TRY IT:
Looking through the entries, count each line where the string "edge" occurs, and write only the total.

RECORDS SHOWN:

'''

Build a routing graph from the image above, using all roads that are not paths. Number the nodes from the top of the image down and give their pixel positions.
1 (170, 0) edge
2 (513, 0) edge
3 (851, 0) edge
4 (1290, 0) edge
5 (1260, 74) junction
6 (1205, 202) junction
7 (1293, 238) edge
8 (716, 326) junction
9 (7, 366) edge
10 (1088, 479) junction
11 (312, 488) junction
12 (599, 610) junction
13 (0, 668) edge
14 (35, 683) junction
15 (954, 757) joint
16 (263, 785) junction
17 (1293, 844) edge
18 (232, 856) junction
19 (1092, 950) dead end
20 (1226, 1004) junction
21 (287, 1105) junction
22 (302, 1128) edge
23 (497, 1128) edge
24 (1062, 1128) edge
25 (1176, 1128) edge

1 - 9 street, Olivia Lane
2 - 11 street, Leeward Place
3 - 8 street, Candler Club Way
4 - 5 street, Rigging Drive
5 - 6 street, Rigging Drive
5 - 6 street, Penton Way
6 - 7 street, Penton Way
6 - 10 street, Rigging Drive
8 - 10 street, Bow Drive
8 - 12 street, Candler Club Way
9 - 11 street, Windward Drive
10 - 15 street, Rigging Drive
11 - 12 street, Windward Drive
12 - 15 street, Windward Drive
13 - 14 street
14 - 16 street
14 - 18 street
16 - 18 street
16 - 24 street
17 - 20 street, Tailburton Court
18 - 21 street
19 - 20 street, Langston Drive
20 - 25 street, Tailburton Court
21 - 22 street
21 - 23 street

'''

OUTPUT OF THE EXERCISE:
12